The square of the c we want to factor will show up in (0,n), since this is the column where c is a square. It'll show up in the following ways:
a=1, b=c^2
a=a, b=ab^2
a=b, b=a^2b
a=a^2, b=b^2
So it'll show up four times. We can easily find the first example, where a=1 and b=c^2. If we find any of the others, we can factor c.
Something interesting about the cells in (0,n) where c=1c^2 and where c=a^2b^2 is that the difference between the x values in these cells is always divisible by 12.
That %12==0 thing only applies to semiprimes, by the way.
((1xcc).x - (aaxbb).x) / ((1xcc).x - (axcb).x)) - 1 == (axb).a
To try to explain this notation a bit more clearly since this is copied from PMA's work in a specific context in a thread
(((x from the cell where a=1 and b=cc) - (x from the cell where a=aa and b=bb)) / ((x from the cell where a=1 and b=cc) - (x from the cell where a=a and b=bc))) - 1 = the a we're looking for
(1xcc).x - (aaxbb).x + 1 == (aaxbb).a
(x from the cell where a=1 and b=cc) - (x from the cell where a=aa and b=bb) + 1 = (a from the cell where a=aa and b=bb)
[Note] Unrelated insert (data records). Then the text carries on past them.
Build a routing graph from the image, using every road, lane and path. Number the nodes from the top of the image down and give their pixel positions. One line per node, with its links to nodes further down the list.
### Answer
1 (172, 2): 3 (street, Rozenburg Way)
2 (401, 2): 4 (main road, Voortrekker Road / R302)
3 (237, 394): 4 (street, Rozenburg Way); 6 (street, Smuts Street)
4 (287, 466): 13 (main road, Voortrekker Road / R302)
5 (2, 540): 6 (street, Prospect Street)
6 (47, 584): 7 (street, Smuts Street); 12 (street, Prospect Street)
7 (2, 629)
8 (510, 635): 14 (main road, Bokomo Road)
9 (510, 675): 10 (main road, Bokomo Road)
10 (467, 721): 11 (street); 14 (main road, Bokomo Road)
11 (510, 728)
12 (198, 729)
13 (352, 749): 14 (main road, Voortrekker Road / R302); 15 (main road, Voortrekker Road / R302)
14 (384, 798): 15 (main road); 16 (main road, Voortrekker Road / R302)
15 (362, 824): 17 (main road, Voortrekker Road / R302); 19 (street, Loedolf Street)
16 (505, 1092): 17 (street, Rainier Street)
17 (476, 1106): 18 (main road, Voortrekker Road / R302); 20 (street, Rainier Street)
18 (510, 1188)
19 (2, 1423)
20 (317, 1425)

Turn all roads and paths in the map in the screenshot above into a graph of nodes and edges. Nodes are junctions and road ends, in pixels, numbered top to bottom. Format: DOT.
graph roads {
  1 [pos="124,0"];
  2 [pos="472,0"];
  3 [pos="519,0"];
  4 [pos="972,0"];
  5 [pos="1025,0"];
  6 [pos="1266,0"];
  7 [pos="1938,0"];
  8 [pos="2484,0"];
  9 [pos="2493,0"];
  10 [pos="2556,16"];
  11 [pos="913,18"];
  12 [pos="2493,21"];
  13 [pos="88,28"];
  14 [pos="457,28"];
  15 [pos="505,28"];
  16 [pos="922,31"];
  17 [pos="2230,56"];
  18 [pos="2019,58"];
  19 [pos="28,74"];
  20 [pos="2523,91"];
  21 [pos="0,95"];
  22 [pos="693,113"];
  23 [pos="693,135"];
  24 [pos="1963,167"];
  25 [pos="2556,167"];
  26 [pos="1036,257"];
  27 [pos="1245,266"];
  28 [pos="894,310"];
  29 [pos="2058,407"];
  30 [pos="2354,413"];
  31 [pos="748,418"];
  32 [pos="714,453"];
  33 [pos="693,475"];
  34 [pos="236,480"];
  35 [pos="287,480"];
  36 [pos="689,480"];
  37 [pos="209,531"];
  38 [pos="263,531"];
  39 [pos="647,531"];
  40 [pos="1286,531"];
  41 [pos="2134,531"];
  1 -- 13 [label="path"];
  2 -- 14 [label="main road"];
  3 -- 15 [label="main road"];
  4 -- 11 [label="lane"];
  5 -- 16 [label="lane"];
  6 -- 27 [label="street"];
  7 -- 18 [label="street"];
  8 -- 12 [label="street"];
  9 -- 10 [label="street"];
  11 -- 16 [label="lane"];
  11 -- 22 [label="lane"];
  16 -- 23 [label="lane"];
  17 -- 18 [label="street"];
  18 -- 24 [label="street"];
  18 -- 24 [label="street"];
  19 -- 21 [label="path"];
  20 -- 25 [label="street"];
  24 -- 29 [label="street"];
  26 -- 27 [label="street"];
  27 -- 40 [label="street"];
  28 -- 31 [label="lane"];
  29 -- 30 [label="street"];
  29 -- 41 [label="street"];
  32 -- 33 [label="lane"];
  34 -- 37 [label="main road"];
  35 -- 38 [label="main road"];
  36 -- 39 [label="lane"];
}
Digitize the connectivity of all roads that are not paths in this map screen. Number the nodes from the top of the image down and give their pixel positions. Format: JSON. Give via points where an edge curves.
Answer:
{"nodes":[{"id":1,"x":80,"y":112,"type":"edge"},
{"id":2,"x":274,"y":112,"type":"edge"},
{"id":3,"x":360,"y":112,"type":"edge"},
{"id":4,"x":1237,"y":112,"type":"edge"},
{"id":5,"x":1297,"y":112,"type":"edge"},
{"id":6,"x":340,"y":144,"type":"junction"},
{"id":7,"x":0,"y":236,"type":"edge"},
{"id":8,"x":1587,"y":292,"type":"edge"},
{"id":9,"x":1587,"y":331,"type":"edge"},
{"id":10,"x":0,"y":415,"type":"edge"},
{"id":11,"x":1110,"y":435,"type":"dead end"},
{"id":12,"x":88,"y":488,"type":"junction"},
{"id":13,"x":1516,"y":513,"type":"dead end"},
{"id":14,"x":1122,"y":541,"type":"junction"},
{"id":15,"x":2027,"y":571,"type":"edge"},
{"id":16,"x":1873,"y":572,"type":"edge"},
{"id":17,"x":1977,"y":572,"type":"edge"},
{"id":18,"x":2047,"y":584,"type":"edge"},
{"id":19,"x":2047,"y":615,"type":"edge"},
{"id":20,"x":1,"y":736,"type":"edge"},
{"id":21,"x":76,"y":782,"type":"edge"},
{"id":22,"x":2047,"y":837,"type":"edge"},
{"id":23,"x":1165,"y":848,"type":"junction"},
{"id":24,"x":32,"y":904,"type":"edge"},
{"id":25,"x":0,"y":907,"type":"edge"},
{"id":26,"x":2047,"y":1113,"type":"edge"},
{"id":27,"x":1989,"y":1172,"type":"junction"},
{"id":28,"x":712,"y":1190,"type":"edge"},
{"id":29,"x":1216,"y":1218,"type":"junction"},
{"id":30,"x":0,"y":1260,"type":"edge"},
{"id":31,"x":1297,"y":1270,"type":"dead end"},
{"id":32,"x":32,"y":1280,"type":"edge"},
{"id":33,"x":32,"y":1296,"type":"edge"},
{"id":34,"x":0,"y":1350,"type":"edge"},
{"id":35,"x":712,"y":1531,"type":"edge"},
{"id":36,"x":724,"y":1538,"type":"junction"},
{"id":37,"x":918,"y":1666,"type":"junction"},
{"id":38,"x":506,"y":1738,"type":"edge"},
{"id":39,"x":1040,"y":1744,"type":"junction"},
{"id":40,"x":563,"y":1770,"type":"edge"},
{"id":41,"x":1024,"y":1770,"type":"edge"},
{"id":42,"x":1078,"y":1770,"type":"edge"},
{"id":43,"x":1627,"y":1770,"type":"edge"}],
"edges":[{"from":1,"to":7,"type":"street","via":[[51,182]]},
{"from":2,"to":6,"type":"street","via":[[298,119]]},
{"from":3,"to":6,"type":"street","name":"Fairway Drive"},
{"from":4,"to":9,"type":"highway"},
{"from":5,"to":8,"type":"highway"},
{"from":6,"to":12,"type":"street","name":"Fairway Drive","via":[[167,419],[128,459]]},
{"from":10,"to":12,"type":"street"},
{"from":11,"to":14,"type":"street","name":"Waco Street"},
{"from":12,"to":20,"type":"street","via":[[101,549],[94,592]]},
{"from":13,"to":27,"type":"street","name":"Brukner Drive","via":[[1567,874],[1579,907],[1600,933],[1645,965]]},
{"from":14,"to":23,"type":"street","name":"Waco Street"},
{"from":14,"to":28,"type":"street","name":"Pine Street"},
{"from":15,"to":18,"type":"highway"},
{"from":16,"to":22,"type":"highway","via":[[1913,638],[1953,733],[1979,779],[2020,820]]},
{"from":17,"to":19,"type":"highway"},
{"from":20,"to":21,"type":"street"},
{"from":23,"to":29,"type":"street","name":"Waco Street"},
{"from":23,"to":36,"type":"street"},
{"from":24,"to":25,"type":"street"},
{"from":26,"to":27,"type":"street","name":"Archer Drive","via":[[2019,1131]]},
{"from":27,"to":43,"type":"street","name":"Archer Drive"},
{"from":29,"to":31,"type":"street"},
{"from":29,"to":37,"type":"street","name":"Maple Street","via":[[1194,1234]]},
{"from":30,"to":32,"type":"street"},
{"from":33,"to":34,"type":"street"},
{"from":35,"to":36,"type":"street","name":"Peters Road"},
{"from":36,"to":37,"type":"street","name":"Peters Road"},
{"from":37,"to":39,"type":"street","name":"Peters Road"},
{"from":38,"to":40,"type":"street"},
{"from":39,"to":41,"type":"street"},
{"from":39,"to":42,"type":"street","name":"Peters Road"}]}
This also means that the square of any prime number minus 1 is divisible by 12.
If you take a square and look for it as a b value in (0,n), the difference in n values from record to record is equal to (2x)+(4T(x)).
e.g. 9*9=81
These are the records we will get (since there can't be opposite parity between a and b as it would create an invalid n, we will only see the square of all odd numbers below 9 in a[t]):
{0:2:63:14:49:81}
{0:8:45:20:25:81}
{0:18:27:18:9:81}
{0:32:9:8:1:81}
The difference in n values can be expressed as follows:
8 - 2 = 6, 6=2+4
18 - 8 = 10, 10=2+4+4
32 - 18 = 14, 14=2+4+4+4
This is true for the product of any pair of odd squares. So, for example, 11*11=121:
(0:2:10) = {0:2:99:18:81:121} f=-199
(0:8:15) = {0:8:77:28:49:121} f=-155
(0:18:16) = {0:18:55:30:25:121} f=-111
(0:32:13) = {0:32:33:24:9:121} f=-67
(0:50:6) = {0:50:11:10:1:121} f=-23
And another example, 13*13=169
(0:2:12) = {0:2:143:22:121:169} f=-287
(0:8:19) = {0:8:117:36:81:169} f=-235
(0:18:22) = {0:18:91:42:49:169} f=-183
(0:32:21) = {0:32:65:40:25:169} f=-131
(0:50:16) = {0:50:39:30:9:169} f=-79
(0:72:7) = {0:72:13:12:1:169} f=-27
Squares only ever appear in a and b in (0,n) where n=2, 8, 18, 32, 50, 72, etc
This pattern follows the formula n = 2+(2x)+(4T(x)), where x is the number of odd squares away in a you want to be. a begins as the highest square below the square in b (e.g. in (0,2) where b=9x9=81, a will equal 7x7=49). If you want a to be a different square, the x in that n formula is equal to the number of squares away you want to be (so if you wanted the cell where b=81 and a=3x3=9, 9 is two odd squares away from 49, so n will equal 2+(2x2)+(4T(2)), which is 2+4+12=18, which is one of the examples posted near the top of this post).